Nonetheless, a rough consensus formed, officials said, that Obama should at least review military contingencies such as no-fly zones and targeted air strikes.
But after Obama rejected the Clinton-Petraeus proposal, the study group was also shut down, around July 2012.
THE TIDE TURNS
By mid-2012, the White House seemed increasingly convinced that Assad was on his way out. It told U.S. government agencies to focus on planning for a post-Assad Syria, the former senior official said.
On July 25, Clinton confidently urged Assad to seek a negotiated exit.

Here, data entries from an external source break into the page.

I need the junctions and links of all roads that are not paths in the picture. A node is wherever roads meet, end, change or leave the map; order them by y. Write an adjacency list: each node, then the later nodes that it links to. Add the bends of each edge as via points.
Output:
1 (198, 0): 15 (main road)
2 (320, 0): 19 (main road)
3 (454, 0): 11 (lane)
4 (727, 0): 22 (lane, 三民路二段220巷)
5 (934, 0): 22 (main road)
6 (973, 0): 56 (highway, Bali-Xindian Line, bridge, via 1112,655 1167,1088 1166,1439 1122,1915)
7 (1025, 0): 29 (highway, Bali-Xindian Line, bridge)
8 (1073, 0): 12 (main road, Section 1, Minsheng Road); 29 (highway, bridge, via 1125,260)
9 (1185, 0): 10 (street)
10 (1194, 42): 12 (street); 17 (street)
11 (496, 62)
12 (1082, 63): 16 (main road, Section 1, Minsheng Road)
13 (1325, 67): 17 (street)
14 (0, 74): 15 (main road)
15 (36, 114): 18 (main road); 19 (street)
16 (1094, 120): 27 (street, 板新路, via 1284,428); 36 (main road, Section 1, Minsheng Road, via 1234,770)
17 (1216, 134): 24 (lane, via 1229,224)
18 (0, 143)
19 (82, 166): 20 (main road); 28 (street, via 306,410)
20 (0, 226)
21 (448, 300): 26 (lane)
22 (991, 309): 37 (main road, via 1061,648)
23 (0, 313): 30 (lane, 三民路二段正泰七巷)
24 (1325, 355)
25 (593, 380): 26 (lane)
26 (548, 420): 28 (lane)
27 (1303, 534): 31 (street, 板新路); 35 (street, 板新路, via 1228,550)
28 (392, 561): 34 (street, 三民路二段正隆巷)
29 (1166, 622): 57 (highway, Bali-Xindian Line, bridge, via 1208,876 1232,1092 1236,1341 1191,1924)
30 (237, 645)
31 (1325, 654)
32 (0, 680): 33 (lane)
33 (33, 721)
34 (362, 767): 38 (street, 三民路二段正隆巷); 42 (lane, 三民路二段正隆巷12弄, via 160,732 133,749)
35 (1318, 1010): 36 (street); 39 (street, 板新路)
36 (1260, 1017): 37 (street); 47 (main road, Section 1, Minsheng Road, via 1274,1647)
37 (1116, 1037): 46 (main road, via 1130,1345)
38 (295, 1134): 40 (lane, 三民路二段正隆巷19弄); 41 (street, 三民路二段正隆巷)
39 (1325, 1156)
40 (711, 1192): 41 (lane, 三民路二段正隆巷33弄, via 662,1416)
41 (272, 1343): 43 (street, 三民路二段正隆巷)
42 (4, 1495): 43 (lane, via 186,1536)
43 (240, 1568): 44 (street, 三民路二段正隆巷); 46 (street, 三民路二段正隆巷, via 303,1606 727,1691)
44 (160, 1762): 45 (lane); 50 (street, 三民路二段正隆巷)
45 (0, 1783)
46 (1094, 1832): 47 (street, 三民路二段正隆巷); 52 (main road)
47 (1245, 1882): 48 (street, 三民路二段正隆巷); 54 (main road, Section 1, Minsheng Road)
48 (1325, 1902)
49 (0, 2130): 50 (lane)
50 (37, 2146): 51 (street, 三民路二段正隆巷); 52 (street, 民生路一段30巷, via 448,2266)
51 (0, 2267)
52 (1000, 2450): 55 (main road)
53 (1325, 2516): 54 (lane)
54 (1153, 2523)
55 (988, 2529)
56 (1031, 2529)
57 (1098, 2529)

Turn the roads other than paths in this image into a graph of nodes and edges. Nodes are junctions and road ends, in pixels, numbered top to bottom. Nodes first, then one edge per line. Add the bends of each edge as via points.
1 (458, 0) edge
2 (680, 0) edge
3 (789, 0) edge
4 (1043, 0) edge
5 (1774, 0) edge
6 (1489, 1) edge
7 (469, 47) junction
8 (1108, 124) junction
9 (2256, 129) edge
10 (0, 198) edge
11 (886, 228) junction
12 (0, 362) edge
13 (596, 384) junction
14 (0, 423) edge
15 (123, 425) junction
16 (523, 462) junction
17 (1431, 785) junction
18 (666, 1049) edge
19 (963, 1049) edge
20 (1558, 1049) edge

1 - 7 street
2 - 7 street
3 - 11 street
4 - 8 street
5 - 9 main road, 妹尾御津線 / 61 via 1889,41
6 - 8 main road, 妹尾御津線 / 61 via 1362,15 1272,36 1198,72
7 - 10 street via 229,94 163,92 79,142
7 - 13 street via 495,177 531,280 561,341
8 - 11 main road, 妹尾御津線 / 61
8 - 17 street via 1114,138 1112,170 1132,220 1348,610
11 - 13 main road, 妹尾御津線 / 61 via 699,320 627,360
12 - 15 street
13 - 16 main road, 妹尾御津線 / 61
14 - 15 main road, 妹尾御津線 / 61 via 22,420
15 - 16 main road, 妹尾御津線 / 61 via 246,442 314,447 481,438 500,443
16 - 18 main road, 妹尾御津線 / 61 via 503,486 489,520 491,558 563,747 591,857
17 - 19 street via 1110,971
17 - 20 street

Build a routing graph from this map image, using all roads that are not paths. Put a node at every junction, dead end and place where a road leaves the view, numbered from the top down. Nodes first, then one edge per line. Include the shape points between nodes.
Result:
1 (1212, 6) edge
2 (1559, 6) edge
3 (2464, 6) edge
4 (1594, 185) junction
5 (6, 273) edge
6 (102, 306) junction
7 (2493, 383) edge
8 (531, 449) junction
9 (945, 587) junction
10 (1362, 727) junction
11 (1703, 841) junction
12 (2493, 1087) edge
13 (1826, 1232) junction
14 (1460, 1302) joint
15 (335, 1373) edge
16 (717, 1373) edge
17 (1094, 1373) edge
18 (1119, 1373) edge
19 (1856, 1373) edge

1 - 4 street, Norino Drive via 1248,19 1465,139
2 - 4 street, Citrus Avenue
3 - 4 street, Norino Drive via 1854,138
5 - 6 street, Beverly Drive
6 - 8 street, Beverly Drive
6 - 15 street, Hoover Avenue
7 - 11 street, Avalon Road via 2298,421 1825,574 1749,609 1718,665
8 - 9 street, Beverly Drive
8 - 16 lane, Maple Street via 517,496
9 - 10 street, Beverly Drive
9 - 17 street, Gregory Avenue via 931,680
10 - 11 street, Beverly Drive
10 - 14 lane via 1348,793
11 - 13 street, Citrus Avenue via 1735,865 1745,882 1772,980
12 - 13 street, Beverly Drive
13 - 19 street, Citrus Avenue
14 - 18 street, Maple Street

But U.S. intelligence reports showing Syrian forces moving chemical weapons stocks were also alarming U.S. officials. Obama on August 20 declared the movement or use of chemical weapons a "red line" that, if crossed, would bring unspecified consequences. The threat had little visible impact.
This spring, two factors came together to finally spur Obama to arm the rebels, current and former officials said.
Mounting evidence that Assad was ignoring Obama's "red line" brought the president under intense public pressure to respond.
As deputy national security adviser Tony Blinken put it in one Situation Room meeting with Obama and other aides: "Superpowers don't bluff."
More critical, officials said, was that Assad's forces - reinforced by Iranian-backed Hezbollah fighters - were reclaiming ground. Assad's departure no longer seemed imminent.
On Saturday, June 8, the State Department's top Middle East official, Beth Jones, took an urgent telephone call from General Salim Idriss, head of the rebels' Supreme Military Council.
Idriss, who had won Secretary of State Kerry's backing, confirmed that Syrian government and Hezbollah fighters had taken the key rebel stronghold of Qusair, and were threatening other areas.
Kerry, who had already canceled an overseas trip to deal with the Syria crisis and his Middle East peace initiative, argued during White House meetings that the rebels needed much stronger U.S. support.
In a meeting of the "principals," Obama's top national security team, on June 12, Kerry said that the United States should go beyond arming opposition fighters and use air strikes, a person familiar with the talks said. Joint Chiefs Chairman Dempsey pushed back strongly, arguing that such a mission would be complex and costly.
The next day, the White House announced the president had decided on direct military aid to Idriss' Supreme Military Council. By one account, Obama had made the basic decision to shift policy, on his own, in the opening days of June.
The announcement came not from Obama himself, but from his aide Rhodes. That was seen by some as proof of Obama's continued wariness.
When Kerry and CIA Deputy Director Michael Morell briefed intelligence committee members in late June, both men left the impression that the administration itself still had reservations about arming the rebels, sources familiar with their presentations said.
The limited and relatively light arms - automatic weapons, mortars and rocket-propelled grenades - are unlikely to be delivered until August, officials have said. Many observers inside and outside the administration are doubtful it will be enough to tilt the balance in the rebels' favor.